Estou usando a versão 1.1 RC2. Ainda não ha tradução para o Português, mas mesmo assim vale a pena, pois é uma grande evolução em relação ao 1.0.x...

 :Cool: 

----------

## domus-br

 *RedPingüim wrote:*   

> AE Domus..
> 
> Estou usando a versão 1.1 RC2. Ainda não ha tradução para o Português, mas mesmo assim vale a pena, pois é uma grande evolução em relação ao 1.0.x...
> 
> 

 

eu vi red testei nas versoes windows e linux, realmente tem muitas melhorias, parece ate q a nova versao está em GTK2.x com xft, mas creio nao seja o GTK mesmo, mas so q os users sabe como é neh, sao bem ignorantes e exigentes nesse ponto (do idioma local), so vou poder instalar em definitivo quando sair a versao pt_BR

t+

----------

## AngusYoung

 *RedPingüim wrote:*   

> AE Domus..
> 
> Estou usando a versão 1.1 RC2. Ainda não ha tradução para o Português, mas mesmo assim vale a pena, pois é uma grande evolução em relação ao 1.0.x...
> 
> 

 Instalou pelo Portage?
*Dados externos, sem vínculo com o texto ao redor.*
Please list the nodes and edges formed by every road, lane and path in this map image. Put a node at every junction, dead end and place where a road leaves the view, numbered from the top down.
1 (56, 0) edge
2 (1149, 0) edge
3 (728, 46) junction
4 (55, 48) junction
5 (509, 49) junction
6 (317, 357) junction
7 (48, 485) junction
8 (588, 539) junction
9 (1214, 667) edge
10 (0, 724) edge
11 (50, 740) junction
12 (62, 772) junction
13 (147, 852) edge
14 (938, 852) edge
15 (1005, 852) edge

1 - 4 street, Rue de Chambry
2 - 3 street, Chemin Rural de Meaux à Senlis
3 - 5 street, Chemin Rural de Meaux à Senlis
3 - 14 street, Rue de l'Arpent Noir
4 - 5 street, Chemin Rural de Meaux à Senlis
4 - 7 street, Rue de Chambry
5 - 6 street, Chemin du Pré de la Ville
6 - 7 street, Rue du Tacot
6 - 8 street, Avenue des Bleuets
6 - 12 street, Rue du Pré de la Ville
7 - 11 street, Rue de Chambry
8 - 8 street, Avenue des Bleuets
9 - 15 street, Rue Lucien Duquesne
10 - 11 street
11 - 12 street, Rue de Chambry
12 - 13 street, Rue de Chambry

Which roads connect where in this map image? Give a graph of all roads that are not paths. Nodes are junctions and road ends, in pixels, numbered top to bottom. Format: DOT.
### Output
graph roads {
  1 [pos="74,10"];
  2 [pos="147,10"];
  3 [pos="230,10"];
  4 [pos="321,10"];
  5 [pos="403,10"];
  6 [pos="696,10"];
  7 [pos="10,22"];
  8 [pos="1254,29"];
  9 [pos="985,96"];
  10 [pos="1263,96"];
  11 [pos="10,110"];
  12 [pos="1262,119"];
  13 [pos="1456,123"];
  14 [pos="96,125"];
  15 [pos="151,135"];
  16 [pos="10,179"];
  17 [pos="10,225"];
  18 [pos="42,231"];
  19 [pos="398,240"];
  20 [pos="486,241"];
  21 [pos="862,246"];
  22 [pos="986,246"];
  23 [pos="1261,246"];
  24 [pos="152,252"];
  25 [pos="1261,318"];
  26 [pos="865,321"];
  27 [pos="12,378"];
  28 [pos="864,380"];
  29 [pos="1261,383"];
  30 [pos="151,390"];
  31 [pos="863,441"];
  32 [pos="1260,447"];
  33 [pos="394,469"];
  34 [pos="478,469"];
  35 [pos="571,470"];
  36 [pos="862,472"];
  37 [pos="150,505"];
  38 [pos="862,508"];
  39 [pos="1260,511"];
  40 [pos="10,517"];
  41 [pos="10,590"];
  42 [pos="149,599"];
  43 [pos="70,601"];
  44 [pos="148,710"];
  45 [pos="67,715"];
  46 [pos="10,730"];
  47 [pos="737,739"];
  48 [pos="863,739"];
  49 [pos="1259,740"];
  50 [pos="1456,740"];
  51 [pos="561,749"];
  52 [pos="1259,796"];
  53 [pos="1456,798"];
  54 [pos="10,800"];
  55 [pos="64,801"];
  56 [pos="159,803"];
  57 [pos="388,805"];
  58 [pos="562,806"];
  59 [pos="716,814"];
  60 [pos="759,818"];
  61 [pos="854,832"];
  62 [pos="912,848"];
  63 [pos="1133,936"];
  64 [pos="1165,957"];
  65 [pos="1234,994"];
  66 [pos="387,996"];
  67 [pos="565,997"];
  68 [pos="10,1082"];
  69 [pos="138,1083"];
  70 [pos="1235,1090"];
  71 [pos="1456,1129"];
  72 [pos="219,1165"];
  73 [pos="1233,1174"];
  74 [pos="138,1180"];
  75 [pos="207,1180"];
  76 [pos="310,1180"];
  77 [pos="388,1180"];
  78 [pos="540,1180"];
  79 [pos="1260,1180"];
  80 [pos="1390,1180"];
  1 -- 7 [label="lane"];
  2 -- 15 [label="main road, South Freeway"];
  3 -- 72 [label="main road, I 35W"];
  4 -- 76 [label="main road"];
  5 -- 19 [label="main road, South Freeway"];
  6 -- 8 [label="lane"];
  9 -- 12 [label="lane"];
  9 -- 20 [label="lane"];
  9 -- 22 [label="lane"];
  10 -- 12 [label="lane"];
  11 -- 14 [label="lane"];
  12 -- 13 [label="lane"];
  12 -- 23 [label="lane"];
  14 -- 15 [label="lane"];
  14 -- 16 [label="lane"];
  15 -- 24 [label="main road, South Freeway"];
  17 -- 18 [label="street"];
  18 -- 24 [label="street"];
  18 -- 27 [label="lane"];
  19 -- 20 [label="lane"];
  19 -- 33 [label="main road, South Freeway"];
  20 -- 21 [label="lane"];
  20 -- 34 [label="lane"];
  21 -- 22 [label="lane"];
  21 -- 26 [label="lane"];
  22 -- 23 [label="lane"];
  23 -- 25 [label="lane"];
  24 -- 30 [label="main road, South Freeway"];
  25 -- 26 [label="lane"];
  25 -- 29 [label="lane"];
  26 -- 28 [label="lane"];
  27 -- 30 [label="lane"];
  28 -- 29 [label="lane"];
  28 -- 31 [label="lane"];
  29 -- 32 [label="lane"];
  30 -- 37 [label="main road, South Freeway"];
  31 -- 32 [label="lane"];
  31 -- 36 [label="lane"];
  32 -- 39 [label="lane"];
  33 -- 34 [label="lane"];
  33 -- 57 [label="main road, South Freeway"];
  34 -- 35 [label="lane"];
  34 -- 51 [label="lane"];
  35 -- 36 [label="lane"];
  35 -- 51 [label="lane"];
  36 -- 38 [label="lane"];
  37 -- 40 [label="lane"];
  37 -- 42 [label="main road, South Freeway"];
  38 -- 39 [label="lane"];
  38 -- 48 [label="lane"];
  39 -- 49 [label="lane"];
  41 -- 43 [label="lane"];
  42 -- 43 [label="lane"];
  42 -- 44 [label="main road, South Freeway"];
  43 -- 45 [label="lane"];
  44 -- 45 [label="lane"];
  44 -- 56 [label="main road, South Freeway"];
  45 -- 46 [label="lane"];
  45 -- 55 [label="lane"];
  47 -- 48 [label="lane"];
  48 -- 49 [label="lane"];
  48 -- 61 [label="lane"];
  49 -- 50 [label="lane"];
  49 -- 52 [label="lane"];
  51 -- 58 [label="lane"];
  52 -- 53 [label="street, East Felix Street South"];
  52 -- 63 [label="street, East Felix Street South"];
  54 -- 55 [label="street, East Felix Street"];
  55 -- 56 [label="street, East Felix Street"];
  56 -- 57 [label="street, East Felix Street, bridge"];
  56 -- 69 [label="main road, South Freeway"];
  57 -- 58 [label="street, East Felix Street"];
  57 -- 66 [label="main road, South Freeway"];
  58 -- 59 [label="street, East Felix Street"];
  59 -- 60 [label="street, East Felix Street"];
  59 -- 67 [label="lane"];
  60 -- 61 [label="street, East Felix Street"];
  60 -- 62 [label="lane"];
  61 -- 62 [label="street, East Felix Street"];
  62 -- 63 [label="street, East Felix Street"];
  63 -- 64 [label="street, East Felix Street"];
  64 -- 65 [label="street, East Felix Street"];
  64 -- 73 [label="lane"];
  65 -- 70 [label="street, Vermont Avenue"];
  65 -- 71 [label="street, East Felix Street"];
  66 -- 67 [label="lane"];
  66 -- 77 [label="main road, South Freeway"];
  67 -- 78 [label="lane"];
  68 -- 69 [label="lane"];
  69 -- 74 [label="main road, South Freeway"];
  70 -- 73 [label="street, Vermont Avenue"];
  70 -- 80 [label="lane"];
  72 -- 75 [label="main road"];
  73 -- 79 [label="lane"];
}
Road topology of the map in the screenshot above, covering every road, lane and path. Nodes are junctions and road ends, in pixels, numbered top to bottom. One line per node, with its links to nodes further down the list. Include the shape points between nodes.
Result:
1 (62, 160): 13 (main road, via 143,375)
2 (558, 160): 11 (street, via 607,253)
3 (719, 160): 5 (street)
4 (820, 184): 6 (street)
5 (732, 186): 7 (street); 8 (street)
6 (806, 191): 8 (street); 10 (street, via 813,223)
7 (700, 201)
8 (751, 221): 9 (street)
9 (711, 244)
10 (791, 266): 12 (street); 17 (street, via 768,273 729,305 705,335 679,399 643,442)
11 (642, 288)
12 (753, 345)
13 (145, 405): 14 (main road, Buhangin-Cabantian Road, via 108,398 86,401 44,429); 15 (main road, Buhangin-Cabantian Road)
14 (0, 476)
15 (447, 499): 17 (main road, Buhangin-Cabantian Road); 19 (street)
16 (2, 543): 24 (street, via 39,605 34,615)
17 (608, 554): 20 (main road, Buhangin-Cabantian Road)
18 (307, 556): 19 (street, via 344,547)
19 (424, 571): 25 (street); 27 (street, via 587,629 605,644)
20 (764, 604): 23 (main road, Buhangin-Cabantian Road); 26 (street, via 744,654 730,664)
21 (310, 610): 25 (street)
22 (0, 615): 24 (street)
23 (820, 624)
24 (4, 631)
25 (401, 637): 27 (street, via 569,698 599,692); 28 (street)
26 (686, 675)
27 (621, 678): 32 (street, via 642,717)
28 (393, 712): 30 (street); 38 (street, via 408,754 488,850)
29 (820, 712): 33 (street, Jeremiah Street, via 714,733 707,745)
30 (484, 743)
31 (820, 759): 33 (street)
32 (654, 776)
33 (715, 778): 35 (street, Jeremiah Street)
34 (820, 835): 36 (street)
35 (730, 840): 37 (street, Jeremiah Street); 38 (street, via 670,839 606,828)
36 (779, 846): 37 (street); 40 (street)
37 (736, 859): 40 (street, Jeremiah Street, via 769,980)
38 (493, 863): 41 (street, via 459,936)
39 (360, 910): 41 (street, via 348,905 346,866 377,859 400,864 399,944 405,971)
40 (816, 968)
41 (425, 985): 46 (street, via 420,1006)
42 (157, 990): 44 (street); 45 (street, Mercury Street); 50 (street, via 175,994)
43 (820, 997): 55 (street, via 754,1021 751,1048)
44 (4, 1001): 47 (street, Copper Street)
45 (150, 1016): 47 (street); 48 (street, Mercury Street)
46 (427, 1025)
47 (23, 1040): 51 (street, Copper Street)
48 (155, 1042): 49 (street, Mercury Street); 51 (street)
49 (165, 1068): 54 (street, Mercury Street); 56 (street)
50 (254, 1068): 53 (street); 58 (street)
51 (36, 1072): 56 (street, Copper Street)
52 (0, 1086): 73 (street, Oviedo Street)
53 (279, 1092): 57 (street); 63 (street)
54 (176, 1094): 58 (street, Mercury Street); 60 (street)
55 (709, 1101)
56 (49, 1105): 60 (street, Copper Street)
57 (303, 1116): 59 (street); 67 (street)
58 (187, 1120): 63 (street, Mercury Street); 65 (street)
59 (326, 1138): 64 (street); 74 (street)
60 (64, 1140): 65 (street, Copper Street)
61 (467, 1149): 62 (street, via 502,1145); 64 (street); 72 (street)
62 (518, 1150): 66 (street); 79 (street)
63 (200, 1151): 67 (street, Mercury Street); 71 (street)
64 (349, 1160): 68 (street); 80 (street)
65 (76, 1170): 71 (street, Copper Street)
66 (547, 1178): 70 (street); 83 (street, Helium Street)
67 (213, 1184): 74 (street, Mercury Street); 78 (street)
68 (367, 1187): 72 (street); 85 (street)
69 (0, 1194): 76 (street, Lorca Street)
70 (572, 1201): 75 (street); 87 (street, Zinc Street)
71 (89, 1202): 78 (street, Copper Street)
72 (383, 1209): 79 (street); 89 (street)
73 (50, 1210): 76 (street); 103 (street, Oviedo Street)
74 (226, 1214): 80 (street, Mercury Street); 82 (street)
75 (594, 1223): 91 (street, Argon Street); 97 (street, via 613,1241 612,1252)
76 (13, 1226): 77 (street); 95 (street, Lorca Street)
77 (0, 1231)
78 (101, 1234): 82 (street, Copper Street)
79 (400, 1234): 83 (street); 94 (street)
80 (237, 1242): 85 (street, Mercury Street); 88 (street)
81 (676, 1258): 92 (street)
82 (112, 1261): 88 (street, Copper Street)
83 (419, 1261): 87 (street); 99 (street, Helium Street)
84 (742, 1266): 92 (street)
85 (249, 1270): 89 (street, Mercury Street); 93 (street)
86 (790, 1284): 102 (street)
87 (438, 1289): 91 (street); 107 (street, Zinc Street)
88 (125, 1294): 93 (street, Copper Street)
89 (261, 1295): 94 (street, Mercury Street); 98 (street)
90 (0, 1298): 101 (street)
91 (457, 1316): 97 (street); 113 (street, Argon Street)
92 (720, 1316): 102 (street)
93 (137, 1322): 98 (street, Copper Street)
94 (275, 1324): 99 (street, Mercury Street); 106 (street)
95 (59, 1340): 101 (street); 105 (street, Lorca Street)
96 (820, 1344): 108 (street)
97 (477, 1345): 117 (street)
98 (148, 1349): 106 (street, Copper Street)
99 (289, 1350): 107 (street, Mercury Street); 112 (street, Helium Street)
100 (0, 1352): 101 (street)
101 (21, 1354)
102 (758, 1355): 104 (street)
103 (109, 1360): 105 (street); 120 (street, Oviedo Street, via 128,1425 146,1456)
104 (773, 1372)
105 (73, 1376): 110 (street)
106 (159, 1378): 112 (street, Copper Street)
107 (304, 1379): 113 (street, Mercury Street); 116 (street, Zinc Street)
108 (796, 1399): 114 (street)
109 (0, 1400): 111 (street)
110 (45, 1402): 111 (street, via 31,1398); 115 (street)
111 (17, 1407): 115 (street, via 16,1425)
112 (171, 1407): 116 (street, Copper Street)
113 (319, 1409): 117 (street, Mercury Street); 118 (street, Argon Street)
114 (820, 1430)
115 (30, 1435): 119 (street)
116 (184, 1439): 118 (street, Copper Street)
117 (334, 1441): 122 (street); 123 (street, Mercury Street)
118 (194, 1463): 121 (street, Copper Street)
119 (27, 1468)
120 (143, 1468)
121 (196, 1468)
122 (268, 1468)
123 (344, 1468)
Por aqui ainda não consegui compilar ela ... infelizmente.

----------

## Enderson

Eu instalei o openoffice-bin.

Tem como por em portugûes?

Essa solução do domus-br não ententi bem, há como usar pelo portage?

----------

## domus-br

o openoffice-bin nao tem nao, pelo menos que eu nao conheça, tentei compilar o openoffice do portage, mas desisti ele pede quase 2 Gb so de espaço para compilar, quanto aos procedimentos que eu passei acima é referente se vc optar por instalar o openoffice verdao binaria disponivel em www.openoffice.org.br

aproveito a pergunta, pq o openoffice versao binaria do Ooo.org.br, fica altamante instavel no gentoo?? nao sei o pq dessa instabilidade, testei com arquiteturas pentium 2 e pentium 3, ambas ficaram com um instabilidade monstra

----------

## Enderson

Não teria como baixar o arquivo de 

http://www.openoffice.org.br/openoffice/localized/pt-br/1.1rc4/OOo_1.1rc4_LinuxIntel_install.pt-br.tar.gz

e renomear para o mesmo em /usrp/portage/disfiles

e rodar um emerge openoffice-bin

Onde que muda o MD5 para não dar erro?

----------

## domus-br

 *emaia wrote:*   

> Não teria como baixar o arquivo de 
> 
> http://www.openoffice.org.br/openoffice/localized/pt-br/1.1rc4/OOo_1.1rc4_LinuxIntel_install.pt-br.tar.gz
> 
> e renomear para o mesmo em /usrp/portage/disfiles
> ...

 

acho que seria erro na certa, afinal esse mesmo openoffice que vc citou no link por acaso fica instavel no seu gentoo?? 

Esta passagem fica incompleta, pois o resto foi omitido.